Exercise:
Return only those lines of the material that contain "Jean".

The data:
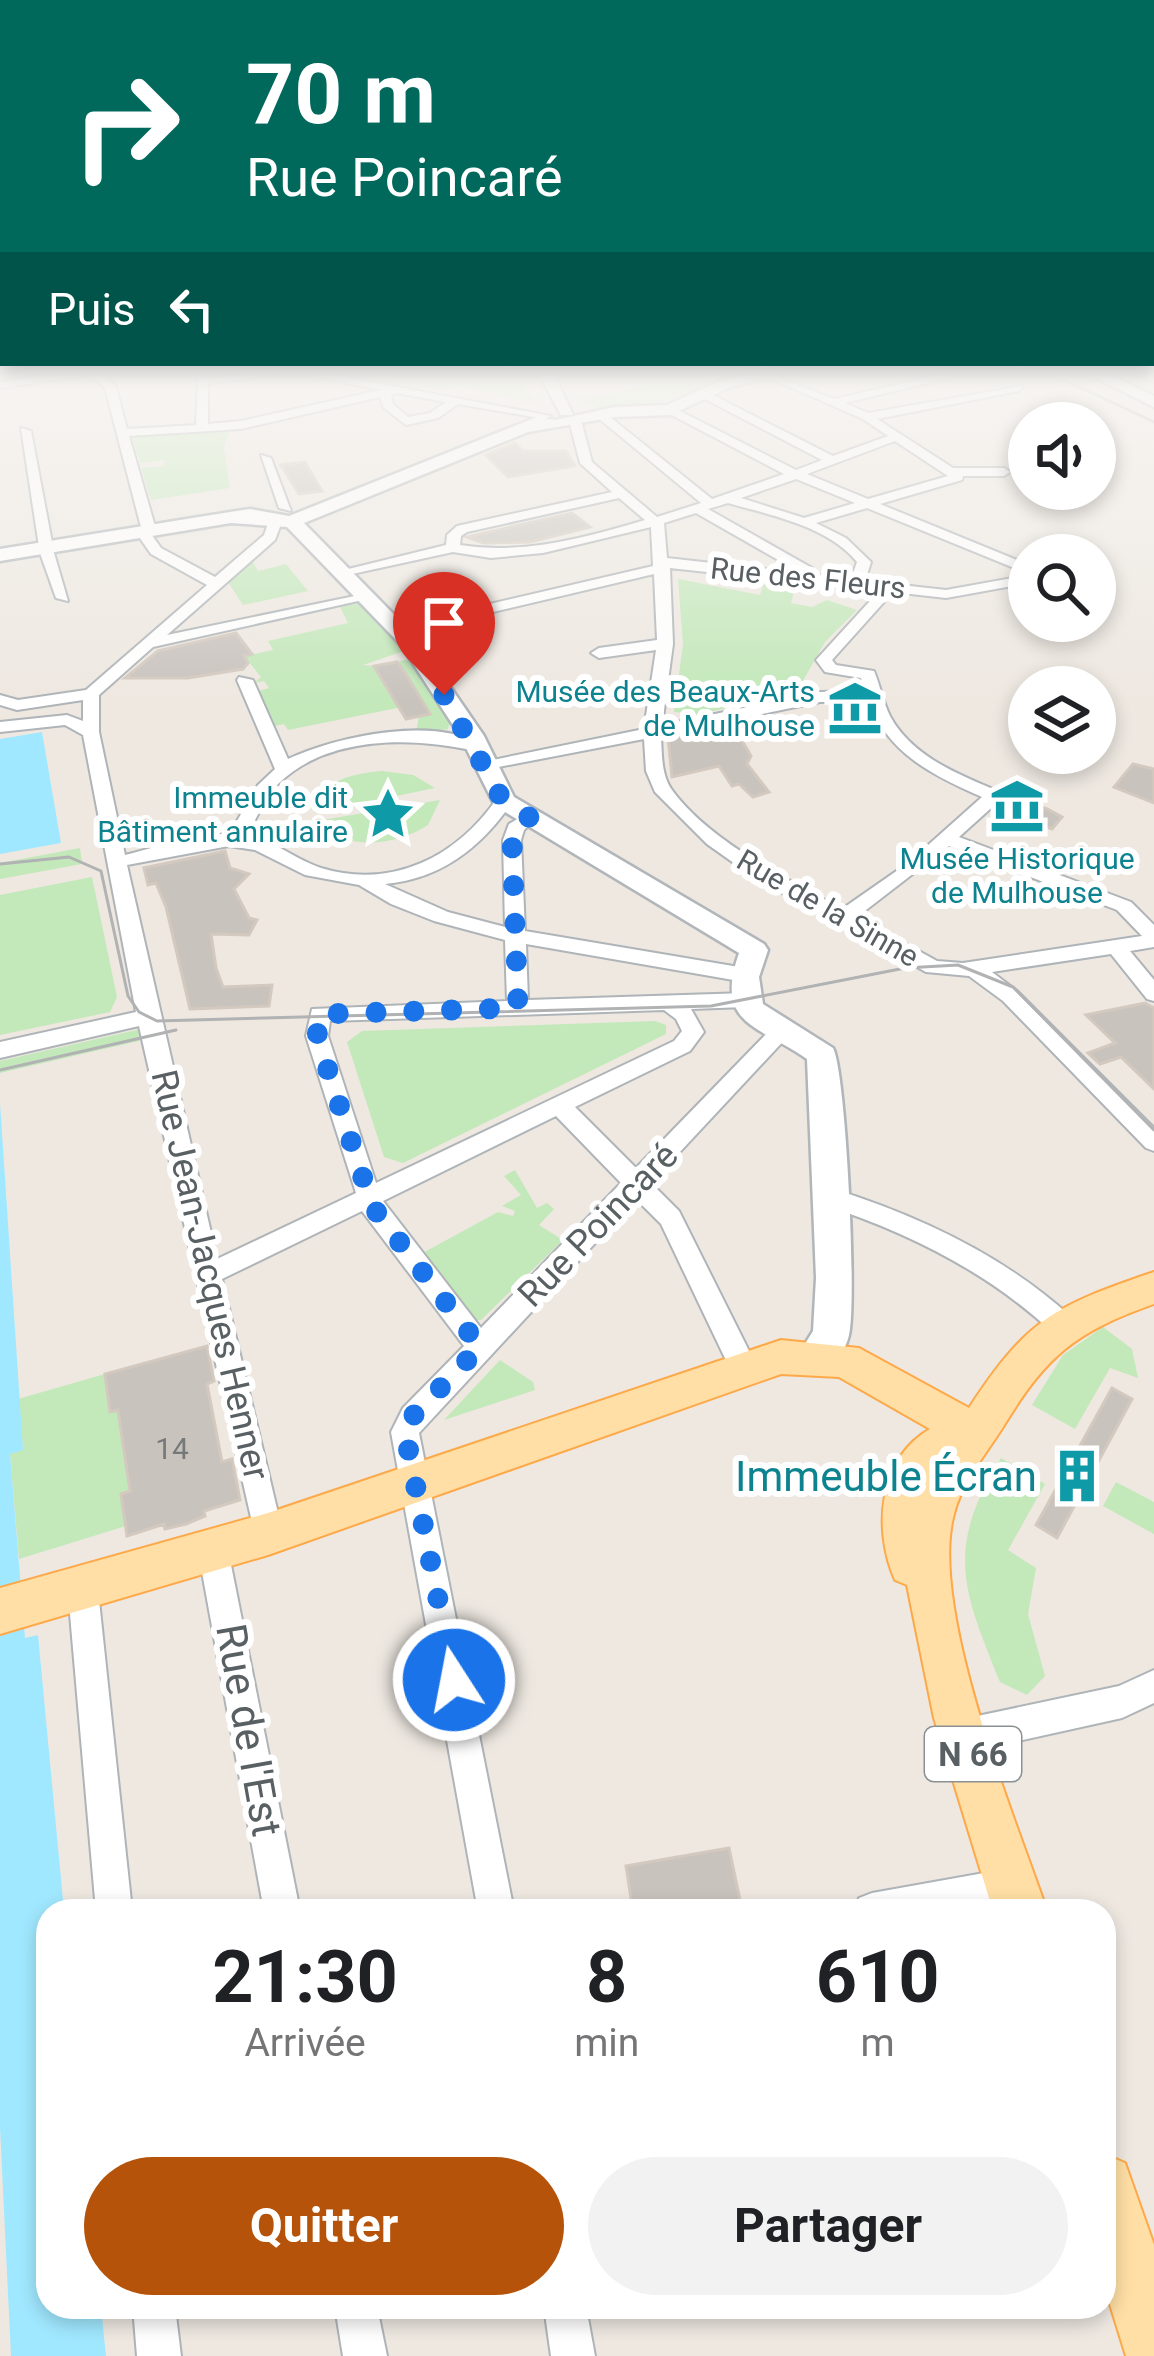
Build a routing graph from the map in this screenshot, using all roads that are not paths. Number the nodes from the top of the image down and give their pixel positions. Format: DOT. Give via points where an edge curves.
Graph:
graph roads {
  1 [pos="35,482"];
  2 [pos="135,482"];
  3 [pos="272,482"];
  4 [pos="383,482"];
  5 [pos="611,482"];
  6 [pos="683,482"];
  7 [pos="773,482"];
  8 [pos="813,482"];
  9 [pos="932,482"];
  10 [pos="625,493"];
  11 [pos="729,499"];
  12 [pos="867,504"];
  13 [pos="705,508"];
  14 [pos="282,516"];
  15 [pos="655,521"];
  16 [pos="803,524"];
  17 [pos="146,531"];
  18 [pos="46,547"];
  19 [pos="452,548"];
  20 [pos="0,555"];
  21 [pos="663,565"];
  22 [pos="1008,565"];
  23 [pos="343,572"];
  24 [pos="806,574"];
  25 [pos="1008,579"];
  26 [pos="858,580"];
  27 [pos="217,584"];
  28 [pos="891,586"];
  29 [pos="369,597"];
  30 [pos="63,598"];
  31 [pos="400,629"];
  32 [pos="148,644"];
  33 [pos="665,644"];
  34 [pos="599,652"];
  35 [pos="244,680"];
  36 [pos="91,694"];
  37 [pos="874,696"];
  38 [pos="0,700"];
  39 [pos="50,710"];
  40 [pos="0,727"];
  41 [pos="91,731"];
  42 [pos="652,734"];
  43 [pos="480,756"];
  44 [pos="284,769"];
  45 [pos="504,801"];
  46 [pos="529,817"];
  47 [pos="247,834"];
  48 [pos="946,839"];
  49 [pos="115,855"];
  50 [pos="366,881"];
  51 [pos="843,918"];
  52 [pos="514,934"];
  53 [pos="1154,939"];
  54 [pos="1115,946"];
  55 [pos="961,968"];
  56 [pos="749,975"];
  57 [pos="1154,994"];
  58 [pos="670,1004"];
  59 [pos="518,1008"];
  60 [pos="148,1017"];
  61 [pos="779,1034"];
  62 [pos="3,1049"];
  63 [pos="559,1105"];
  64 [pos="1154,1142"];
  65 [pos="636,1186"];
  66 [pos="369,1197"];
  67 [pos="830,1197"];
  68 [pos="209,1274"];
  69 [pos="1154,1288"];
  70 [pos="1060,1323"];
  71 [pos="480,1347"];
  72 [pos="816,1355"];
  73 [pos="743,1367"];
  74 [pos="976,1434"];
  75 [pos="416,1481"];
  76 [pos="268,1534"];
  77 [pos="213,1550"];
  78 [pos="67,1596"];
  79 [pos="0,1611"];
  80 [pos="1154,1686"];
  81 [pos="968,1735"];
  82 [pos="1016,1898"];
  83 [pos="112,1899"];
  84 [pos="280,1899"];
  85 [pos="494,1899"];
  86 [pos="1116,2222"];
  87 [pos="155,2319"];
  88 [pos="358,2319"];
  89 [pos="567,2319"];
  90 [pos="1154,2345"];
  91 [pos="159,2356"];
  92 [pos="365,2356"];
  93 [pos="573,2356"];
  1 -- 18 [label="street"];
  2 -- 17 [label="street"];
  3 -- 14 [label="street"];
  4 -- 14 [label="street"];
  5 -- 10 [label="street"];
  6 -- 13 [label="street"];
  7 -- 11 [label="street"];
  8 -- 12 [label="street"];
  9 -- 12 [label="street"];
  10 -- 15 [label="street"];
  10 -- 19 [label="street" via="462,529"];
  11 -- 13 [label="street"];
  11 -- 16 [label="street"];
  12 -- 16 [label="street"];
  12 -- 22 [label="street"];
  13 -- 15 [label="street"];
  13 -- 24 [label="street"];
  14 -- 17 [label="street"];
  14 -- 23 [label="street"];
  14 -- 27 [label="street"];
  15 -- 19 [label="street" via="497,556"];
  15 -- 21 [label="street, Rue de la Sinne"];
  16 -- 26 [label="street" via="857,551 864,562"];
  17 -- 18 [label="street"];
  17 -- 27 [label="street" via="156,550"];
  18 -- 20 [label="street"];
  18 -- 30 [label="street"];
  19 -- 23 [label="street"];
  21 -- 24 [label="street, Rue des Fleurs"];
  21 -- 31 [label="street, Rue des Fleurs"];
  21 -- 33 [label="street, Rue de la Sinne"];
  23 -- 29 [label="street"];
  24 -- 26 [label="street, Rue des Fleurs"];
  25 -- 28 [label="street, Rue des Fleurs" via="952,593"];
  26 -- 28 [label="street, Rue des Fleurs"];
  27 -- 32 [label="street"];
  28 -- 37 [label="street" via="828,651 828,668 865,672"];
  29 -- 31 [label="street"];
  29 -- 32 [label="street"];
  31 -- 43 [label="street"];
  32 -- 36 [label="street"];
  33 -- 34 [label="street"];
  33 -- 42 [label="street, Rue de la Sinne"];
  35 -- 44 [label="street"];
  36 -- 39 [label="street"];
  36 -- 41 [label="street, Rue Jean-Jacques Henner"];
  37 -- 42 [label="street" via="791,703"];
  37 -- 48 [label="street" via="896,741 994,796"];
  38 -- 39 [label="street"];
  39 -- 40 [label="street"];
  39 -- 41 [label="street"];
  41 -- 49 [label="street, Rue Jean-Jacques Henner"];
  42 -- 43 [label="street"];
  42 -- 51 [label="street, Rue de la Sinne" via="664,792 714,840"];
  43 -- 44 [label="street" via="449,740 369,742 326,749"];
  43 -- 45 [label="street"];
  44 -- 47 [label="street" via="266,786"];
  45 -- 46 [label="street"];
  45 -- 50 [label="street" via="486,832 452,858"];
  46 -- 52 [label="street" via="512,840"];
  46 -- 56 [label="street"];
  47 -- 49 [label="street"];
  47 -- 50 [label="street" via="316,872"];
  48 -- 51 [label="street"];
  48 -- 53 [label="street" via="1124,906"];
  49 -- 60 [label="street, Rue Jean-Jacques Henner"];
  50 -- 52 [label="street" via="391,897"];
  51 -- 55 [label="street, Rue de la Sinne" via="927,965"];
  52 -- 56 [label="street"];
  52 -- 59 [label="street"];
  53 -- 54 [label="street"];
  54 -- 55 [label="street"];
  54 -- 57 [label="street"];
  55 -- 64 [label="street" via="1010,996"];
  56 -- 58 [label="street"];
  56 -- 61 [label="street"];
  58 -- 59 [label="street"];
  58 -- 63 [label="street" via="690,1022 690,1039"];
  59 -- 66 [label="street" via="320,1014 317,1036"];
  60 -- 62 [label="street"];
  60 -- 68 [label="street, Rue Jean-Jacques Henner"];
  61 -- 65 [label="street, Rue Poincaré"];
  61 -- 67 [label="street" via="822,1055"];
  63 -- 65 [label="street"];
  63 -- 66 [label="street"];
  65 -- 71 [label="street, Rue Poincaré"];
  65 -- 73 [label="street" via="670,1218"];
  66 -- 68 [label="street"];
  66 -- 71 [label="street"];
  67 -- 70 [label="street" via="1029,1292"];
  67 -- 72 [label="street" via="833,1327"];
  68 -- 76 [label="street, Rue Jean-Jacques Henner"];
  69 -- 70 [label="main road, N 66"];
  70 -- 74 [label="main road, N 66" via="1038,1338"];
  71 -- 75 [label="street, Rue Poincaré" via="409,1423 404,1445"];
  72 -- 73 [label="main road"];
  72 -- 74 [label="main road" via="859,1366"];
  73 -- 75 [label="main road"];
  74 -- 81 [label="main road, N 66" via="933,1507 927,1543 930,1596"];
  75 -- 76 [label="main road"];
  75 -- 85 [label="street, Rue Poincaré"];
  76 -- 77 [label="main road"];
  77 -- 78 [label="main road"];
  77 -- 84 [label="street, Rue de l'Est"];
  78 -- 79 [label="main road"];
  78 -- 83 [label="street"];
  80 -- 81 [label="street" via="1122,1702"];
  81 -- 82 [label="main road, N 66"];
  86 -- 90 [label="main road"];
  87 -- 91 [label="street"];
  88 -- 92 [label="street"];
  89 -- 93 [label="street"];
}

Solution to this task:
  36 -- 41 [label="street, Rue Jean-Jacques Henner"];
  41 -- 49 [label="street, Rue Jean-Jacques Henner"];
  49 -- 60 [label="street, Rue Jean-Jacques Henner"];
  60 -- 68 [label="street, Rue Jean-Jacques Henner"];
  68 -- 76 [label="street, Rue Jean-Jacques Henner"];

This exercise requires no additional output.